UK financial regulators have launched a ‘grid’ to outline details of upcoming regulatory initiatives and highlight timetabling changes resulting from the coronavirus crisis.
The Regulatory Initiatives Grid has been launched by the Bank of England, Prudential Regulation Authority, Financial Conduct Authority (FCA), Payment Systems Regulator and Competition & Markets Authority. The five organisations comprise the UK’s recently created Financial Services Regulatory Initiatives Forum, of which HM Treasury is an ‘observer member’.
The grid highlights initiatives that have been cancelled or delayed to ease the burden on financial services firms during the crisis – including the 2020 annual stress test for UK banks, and a number of consultations.
The grid illustrates the extent to which reacting to coronavirus has become an all-consuming task. “There is a universal near-term priority: responding to the impact of COVID-19 and mitigating its negative effects as far as possible,” the document states. “In this near-term period the grid contains relatively few instances of policies entering into force.”

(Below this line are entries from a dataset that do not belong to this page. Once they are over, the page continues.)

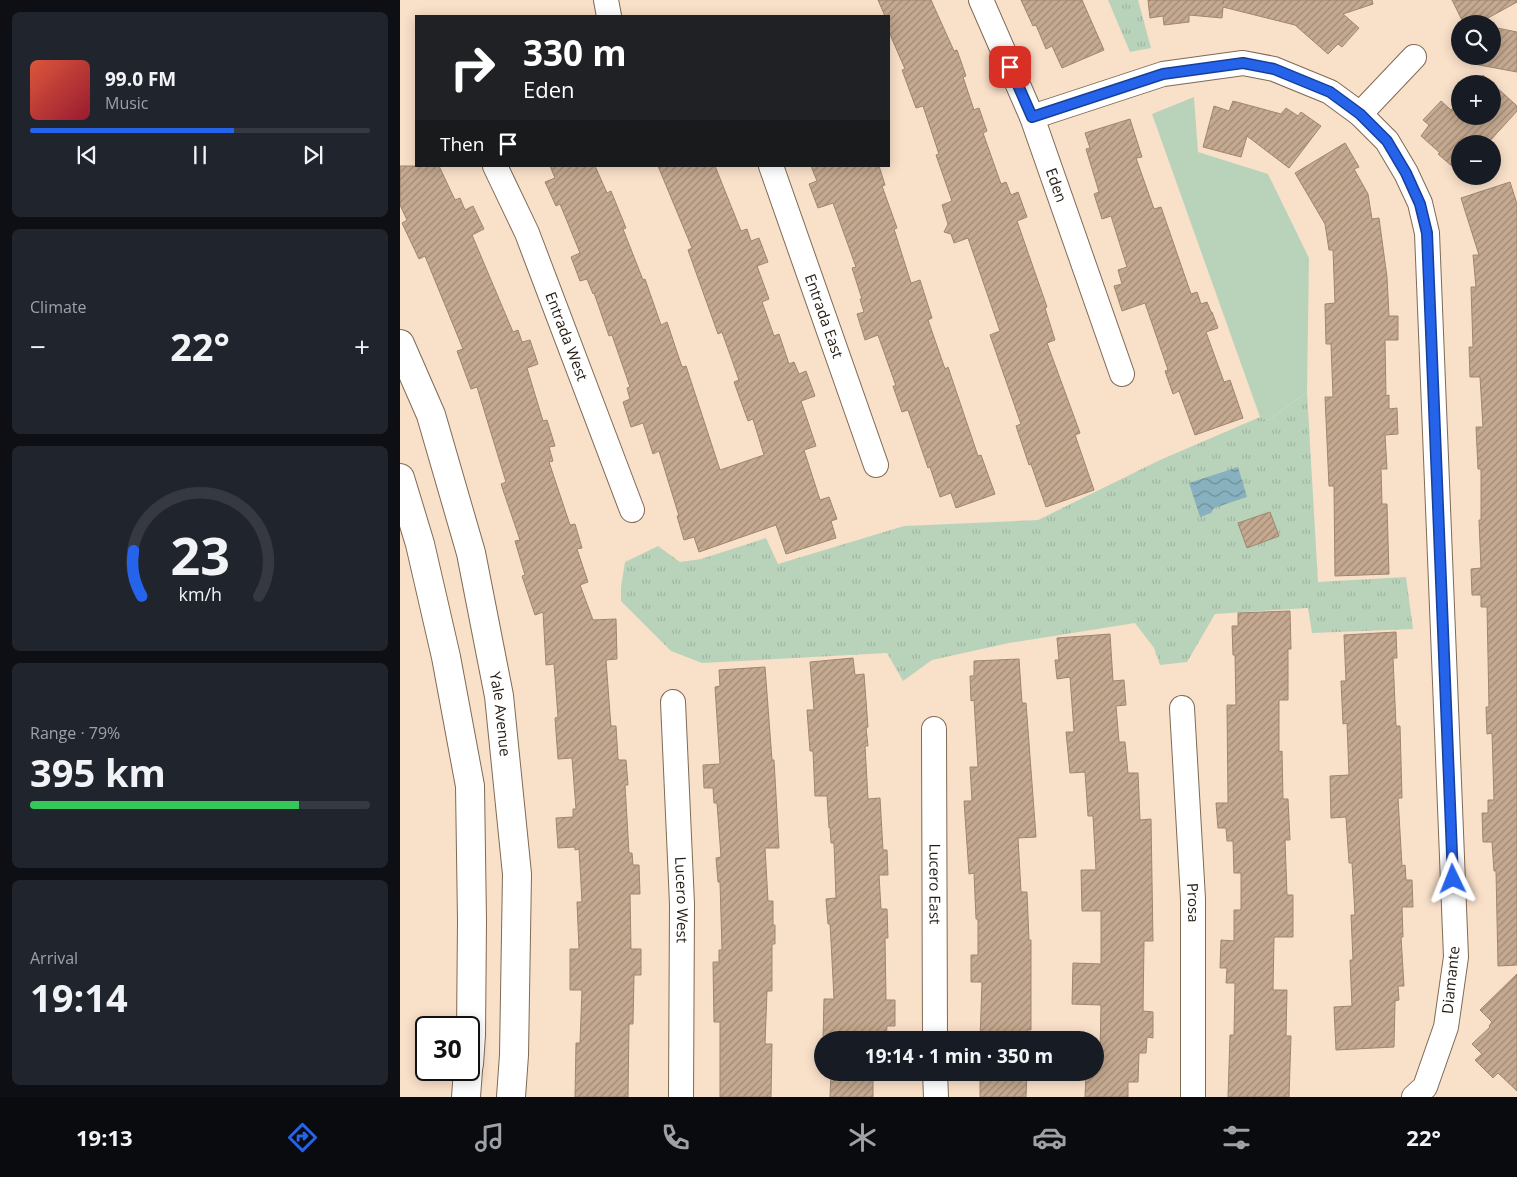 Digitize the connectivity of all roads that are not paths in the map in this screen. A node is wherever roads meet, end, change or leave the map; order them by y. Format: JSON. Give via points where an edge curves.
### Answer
{"nodes":[{"id":1,"x":606,"y":0,"type":"edge"},
{"id":2,"x":980,"y":0,"type":"edge"},
{"id":3,"x":609,"y":15,"type":"edge"},
{"id":4,"x":1414,"y":57,"type":"dead end"},
{"id":5,"x":1360,"y":114,"type":"junction"},
{"id":6,"x":1032,"y":117,"type":"junction"},
{"id":7,"x":495,"y":167,"type":"edge"},
{"id":8,"x":771,"y":167,"type":"edge"},
{"id":9,"x":400,"y":344,"type":"edge"},
{"id":10,"x":1122,"y":374,"type":"dead end"},
{"id":11,"x":876,"y":465,"type":"dead end"},
{"id":12,"x":400,"y":478,"type":"edge"},
{"id":13,"x":632,"y":510,"type":"dead end"},
{"id":14,"x":673,"y":702,"type":"dead end"},
{"id":15,"x":1182,"y":708,"type":"dead end"},
{"id":16,"x":934,"y":729,"type":"dead end"},
{"id":17,"x":471,"y":1016,"type":"edge"},
{"id":18,"x":935,"y":1031,"type":"edge"},
{"id":19,"x":467,"y":1081,"type":"edge"},
{"id":20,"x":936,"y":1081,"type":"edge"},
{"id":21,"x":466,"y":1097,"type":"edge"},
{"id":22,"x":511,"y":1097,"type":"edge"},
{"id":23,"x":681,"y":1097,"type":"edge"},
{"id":24,"x":936,"y":1097,"type":"edge"},
{"id":25,"x":1193,"y":1097,"type":"edge"},
{"id":26,"x":1414,"y":1097,"type":"edge"}],
"edges":[{"from":1,"to":3,"type":"street"},
{"from":2,"to":6,"type":"street","name":"Eden"},
{"from":4,"to":5,"type":"street"},
{"from":5,"to":6,"type":"street","name":"Diamante","via":[[1330,92],[1274,69],[1243,63],[1163,74]]},
{"from":5,"to":26,"type":"street","name":"Diamante","via":[[1387,141],[1406,173],[1420,204],[1427,233],[1456,958],[1446,1027],[1425,1088]]},
{"from":6,"to":10,"type":"street","name":"Eden"},
{"from":7,"to":13,"type":"street","name":"Entrada West","via":[[527,233]]},
{"from":8,"to":11,"type":"street","name":"Entrada East"},
{"from":9,"to":22,"type":"main road","name":"Yale Avenue","via":[[431,415],[471,553],[499,696],[517,874]]},
{"from":12,"to":17,"type":"main road","via":[[420,544],[446,657],[470,786]]},
{"from":14,"to":23,"type":"street","name":"Lucero West","via":[[682,904]]},
{"from":15,"to":25,"type":"street","name":"Prosa","via":[[1193,899]]},
{"from":16,"to":18,"type":"street","name":"Lucero East"},
{"from":19,"to":21,"type":"main road"},
{"from":20,"to":24,"type":"street"}]}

But the document also warns of a potential policy formulation pile-up during the fourth quarter of the year. “Forum members have taken action to free up operational capacity, allowing industry manoeuvrability to support businesses and individual consumers,” it says. “However, that action has had a clear impact on the medium-term period. The extension of a number of consultation periods to the start of October could lead to the finalisation of a substantial volume of policy around the turn of the year.”
Aiming to boost co-ordination
The grid is described as an initial 12-month pilot that will be published “at least twice” annually. It is a tangible manifestation of the attempts to improve co-ordination between government and regulators instigated by the Financial Services Future Regulatory Framework Review announced last year. The government subsequently announced the Financial Services Regulatory Initiatives Forum alongside chancellor Rishi Sunak’s first Budget two months ago. The grid was due to launch this summer, but has been brought forward “to help firms stretched by the impact of coronavirus”.
FCA interim chief executive and forum co-chair Christopher Woolard said: “At any time it’s important for regulators to do what they can to help firms plan, but it’s all the more vital in difficult times like these. That’s why we have brought forward the publication of the grid… Financial services firms need to know what regulatory work is coming down the track, and this grid will give them the opportunity and time to prepare. It also shows the need for further careful planning by the forum members for the autumn.”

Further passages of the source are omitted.